小说家们会描写一个人、一座桥、一段让人心旷神怡的奇遇……它们构成了一个与我们现实生活相仿的再现世界。但小说中,还有另一个世界超越了它,超越了组建它的一切事物。这一超越性的世界,就是小说的氛围,杜夫海纳将其命名为作品的表现世界:表现世界打着作家个人风格的印记,是小说作为一个有机的生命体散发的气息;对于这一世界,我们即不能测量,也无从探索,因其本来就空空如也,不包含任何可辨识的对象,也因为我们永远只能置身其中,而无法从外部打量它。作为一种效果,一种精神的统一性,它能成为一个“世界”,是因同化了它所笼罩之物。我们在其中感受到的现实,就像一个黑暗的森林:

“好像那样浓的树荫完全不是枝叶茂密的结果,而是相反,是树荫造成了枝叶繁茂的树顶和盘根错节的树丛,造成了这全部的植物群及其潮湿的神秘的气氛:森林妨碍我们看到树木,森林本身也是通过自己的气氛被人看到的。”

我们并不陌生于氛围的同化能力。想象春节期间,如果你在街上散步,身后突然传来“呯”得一声,可能毫不怀疑这是爆竹的声响——不是汽车爆胎,不是手枪点射。但这欢快的“爆竹声”果真是爆竹声吗?树荫已经造成了繁茂的树顶,它是什么已经不重要了。当然,这只是方便说法,生活中的氛围和文学的氛围不可同日而语。一个普天同庆的节日必然是稀薄的。平庸日常中一时兴起的欢闹、偶尔而之的衰颓也难以保存。生活总体是贫瘠的,很少有人能接受其赤裸的状态,而文学氛围的同化能力如此强大,它不仅朝向作品中的事物,也往往会溢出阅读环节,溢出书页,直接为我们的生活染色。

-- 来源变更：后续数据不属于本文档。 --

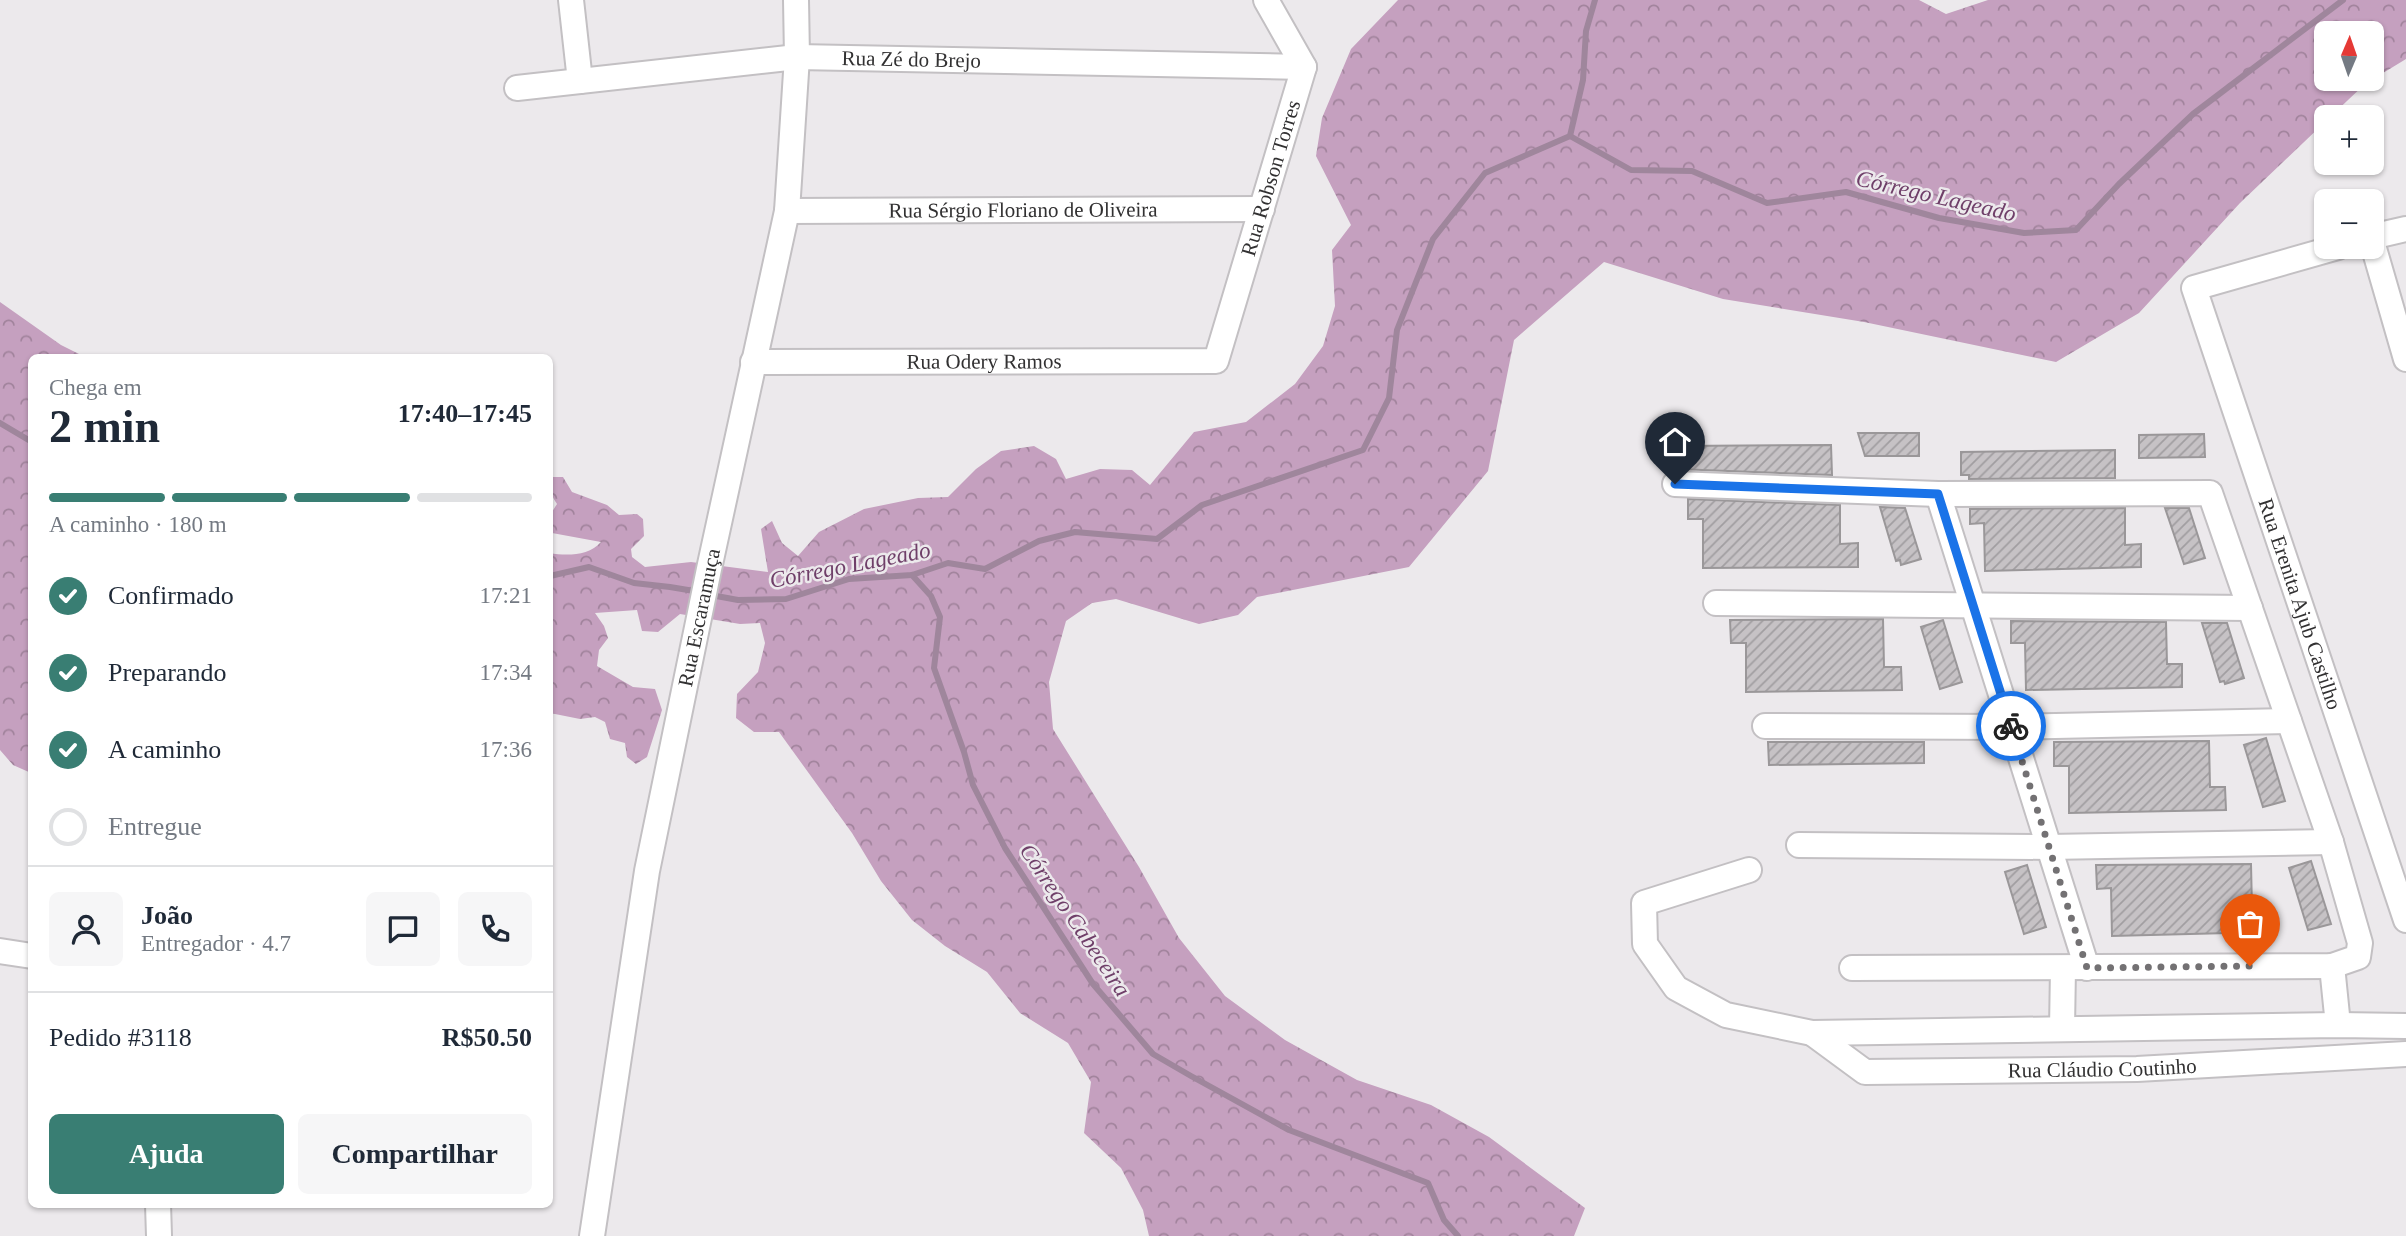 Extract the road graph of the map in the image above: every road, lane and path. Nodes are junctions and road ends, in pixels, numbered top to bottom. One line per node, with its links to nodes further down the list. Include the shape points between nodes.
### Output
1 (571, 0): 6 (street)
2 (796, 0): 4 (street, Rua Escaramuça)
3 (1266, 0): 5 (street)
4 (797, 57): 5 (street, Rua Zé do Brejo); 6 (street, Rua Zé do Brejo); 9 (street, Rua Escaramuça)
5 (1304, 67): 8 (street, Rua Robson Torres)
6 (580, 81): 7 (street, Rua Zé do Brejo)
7 (517, 88)
8 (1262, 209): 9 (street, Rua Sérgio Floriano de Oliveira); 15 (street, Rua Robson Torres)
9 (787, 211): 16 (street, Rua Escaramuça)
10 (2406, 229): 11 (street)
11 (2384, 235)
12 (2314, 254): 29 (street, Rua Erenita Ajub Castilho, via 2194,288)
13 (2377, 259): 14 (street)
14 (2406, 359)
15 (1216, 361): 16 (street, Rua Odery Ramos)
16 (753, 362): 44 (street, Rua Escaramuça, via 647,871)
17 (1675, 484): 18 (street)
18 (1938, 494): 20 (street); 21 (street, via 2210,493)
19 (1716, 603): 20 (street)
20 (1973, 605): 21 (street); 24 (street)
21 (2250, 608): 22 (street)
22 (2289, 721): 24 (street); 25 (street)
23 (1765, 726): 24 (street)
24 (2011, 727): 27 (street)
25 (2331, 842): 27 (street); 32 (street, via 2360,943 2358,957)
26 (1799, 845): 27 (street)
27 (2049, 847): 34 (street)
28 (1749, 870): 39 (street, Rua Cláudio Coutinho, via 1644,903 1644,944 1676,988 1726,1015)
29 (2406, 920)
30 (0, 951): 31 (street)
31 (28, 955)
32 (2332, 965): 34 (street); 35 (street)
33 (1852, 968): 34 (street)
34 (2075, 968): 38 (street)
35 (2339, 1025): 36 (street, Rua Cláudio Coutinho); 37 (street, Rua Cláudio Coutinho)
36 (2406, 1026)
37 (2138, 1028): 38 (street, Rua Cláudio Coutinho); 41 (street)
38 (2062, 1029): 39 (street, Rua Cláudio Coutinho)
39 (1812, 1033): 41 (street, Rua Cláudio Coutinho, via 1865,1072)
40 (2406, 1054): 41 (street, Rua Cláudio Coutinho)
41 (2137, 1069)
42 (159, 1208): 43 (street)
43 (159, 1236)
44 (592, 1236) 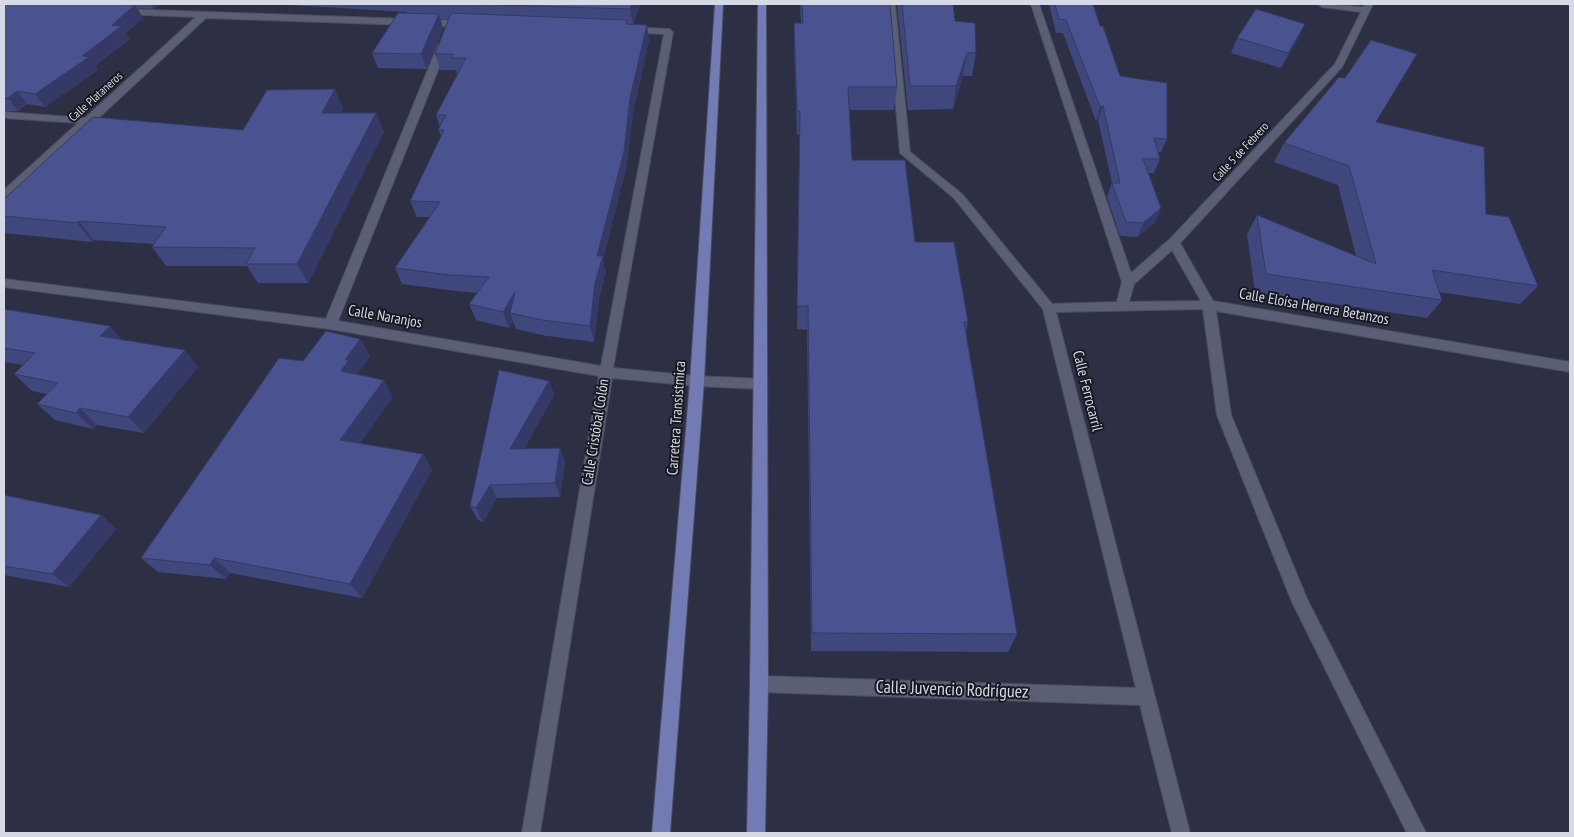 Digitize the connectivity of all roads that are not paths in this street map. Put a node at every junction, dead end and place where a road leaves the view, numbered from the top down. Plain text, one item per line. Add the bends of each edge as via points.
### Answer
1 (719, 4) edge
2 (762, 4) edge
3 (890, 4) edge
4 (1035, 4) edge
5 (1322, 4) edge
6 (1368, 7) edge
7 (109, 11) edge
8 (204, 15) junction
9 (452, 24) junction
10 (472, 24) edge
11 (620, 30) edge
12 (669, 32) joint
13 (4, 114) edge
14 (89, 121) junction
15 (4, 196) edge
16 (1174, 242) junction
17 (1128, 282) junction
18 (4, 283) edge
19 (1209, 305) junction
20 (1122, 307) junction
21 (1049, 308) junction
22 (330, 324) junction
23 (1570, 367) edge
24 (606, 372) junction
25 (697, 381) junction
26 (761, 384) junction
27 (759, 684) junction
28 (1146, 696) junction
29 (531, 833) edge
30 (661, 833) edge
31 (756, 833) edge
32 (1181, 833) edge
33 (1417, 833) edge

1 - 25 main road, Carretera Transistmica
2 - 26 main road
3 - 21 street, Calle Ferrocarril via 906,153 958,196
4 - 17 street
5 - 6 street
6 - 16 street, Calle 5 de Febrero via 1339,64
7 - 8 street
8 - 9 street
8 - 14 street, Calle Plataneros
9 - 10 street
9 - 22 street
11 - 12 street
12 - 24 street, Calle Cristóbal Colón
13 - 14 street
14 - 15 street, Calle Plataneros
16 - 17 street, Calle 5 de Febrero
16 - 19 street
17 - 20 street
18 - 22 street, Calle Naranjos
19 - 20 street, Calle Eloísa Herrera Betanzos
19 - 23 street, Calle Eloísa Herrera Betanzos
19 - 33 street via 1224,415 1300,602
20 - 21 street, Calle Eloísa Herrera Betanzos
21 - 28 street, Calle Ferrocarril
22 - 24 street, Calle Naranjos
24 - 25 street, Calle Naranjos
24 - 29 street, Calle Cristóbal Colón
25 - 26 street, Calle Naranjos
25 - 30 main road, Carretera Transistmica
26 - 27 main road
27 - 28 street, Calle Juvencio Rodríguez
27 - 31 main road
28 - 32 street, Calle Ferrocarril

如杜夫海纳所言,表现世界是杰出作品的标志。蹩脚的作品有时让人“有感觉”,那并不意味它会拥有这一世界,而通常不过是我们以某种固定的情感模式去同化作品,或者与作品两相互应罢了。杰出的作品总会无条件地同化我们而使我们“异化”。那一片片黑暗森林总以其特有的密度顽强地持续存在,小说读完了,我们会忘掉其中的人物、细节、甚至故事梗概,但总会有些时刻,因为偶然的触发,那氛围再次出现,把我们眼前贫乏的景观染成可接受的形态。

文学是人类经验的一座博物馆,曾几何时,它慷慨地借给人们观察、体验世界的方式,但在今天,可能很少有人会去模仿花园里的罗密欧,会像于连那样思考人生,会把安德烈公爵的生活视为自己的参照……但阅读仍在继续,那轻微的窘迫感和陌生的孤寂仍会存在,那仿佛宣示着我们有另一个出身的似曾相识的茫然若失仍会存在——这柏拉图式的回忆,它只能保持在回忆之中吗?我们能确定的只是,阅读作为无用之用,引人进入了一个个破晓时刻:

“这个世界没有对象存在,它先于对象存在。它仿佛是破晓时刻,对象在这个时刻出现,一切对这曙光有感觉的对象,或者如果愿意这样说的话,一切能在这种气氛中展开的对象,都将在这个时刻出现。”